Collected data entries:
+===+
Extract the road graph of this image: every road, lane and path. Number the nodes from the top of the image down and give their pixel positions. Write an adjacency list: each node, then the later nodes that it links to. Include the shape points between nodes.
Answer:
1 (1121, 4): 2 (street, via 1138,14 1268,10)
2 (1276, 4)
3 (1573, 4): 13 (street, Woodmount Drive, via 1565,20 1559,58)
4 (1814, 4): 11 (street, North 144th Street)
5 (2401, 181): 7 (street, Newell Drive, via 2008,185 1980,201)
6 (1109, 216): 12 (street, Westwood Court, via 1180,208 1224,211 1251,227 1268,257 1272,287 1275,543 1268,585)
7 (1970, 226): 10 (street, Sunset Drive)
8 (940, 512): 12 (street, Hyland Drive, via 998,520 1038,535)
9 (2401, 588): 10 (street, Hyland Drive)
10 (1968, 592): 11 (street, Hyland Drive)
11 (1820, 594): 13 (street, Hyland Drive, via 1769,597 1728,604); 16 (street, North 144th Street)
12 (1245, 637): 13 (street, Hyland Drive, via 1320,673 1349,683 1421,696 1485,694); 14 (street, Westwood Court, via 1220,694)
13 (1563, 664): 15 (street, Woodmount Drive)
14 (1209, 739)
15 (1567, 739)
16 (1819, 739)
+===+
WHAT YOU HAVE TO DO >> Transcribe the data in full, keeping every detail.

RESULT >>
Extract the road graph of this image: every road, lane and path. Number the nodes from the top of the image down and give their pixel positions. Write an adjacency list: each node, then the later nodes that it links to. Include the shape points between nodes.
Answer:
1 (1121, 4): 2 (street, via 1138,14 1268,10)
2 (1276, 4)
3 (1573, 4): 13 (street, Woodmount Drive, via 1565,20 1559,58)
4 (1814, 4): 11 (street, North 144th Street)
5 (2401, 181): 7 (street, Newell Drive, via 2008,185 1980,201)
6 (1109, 216): 12 (street, Westwood Court, via 1180,208 1224,211 1251,227 1268,257 1272,287 1275,543 1268,585)
7 (1970, 226): 10 (street, Sunset Drive)
8 (940, 512): 12 (street, Hyland Drive, via 998,520 1038,535)
9 (2401, 588): 10 (street, Hyland Drive)
10 (1968, 592): 11 (street, Hyland Drive)
11 (1820, 594): 13 (street, Hyland Drive, via 1769,597 1728,604); 16 (street, North 144th Street)
12 (1245, 637): 13 (street, Hyland Drive, via 1320,673 1349,683 1421,696 1485,694); 14 (street, Westwood Court, via 1220,694)
13 (1563, 664): 15 (street, Woodmount Drive)
14 (1209, 739)
15 (1567, 739)
16 (1819, 739)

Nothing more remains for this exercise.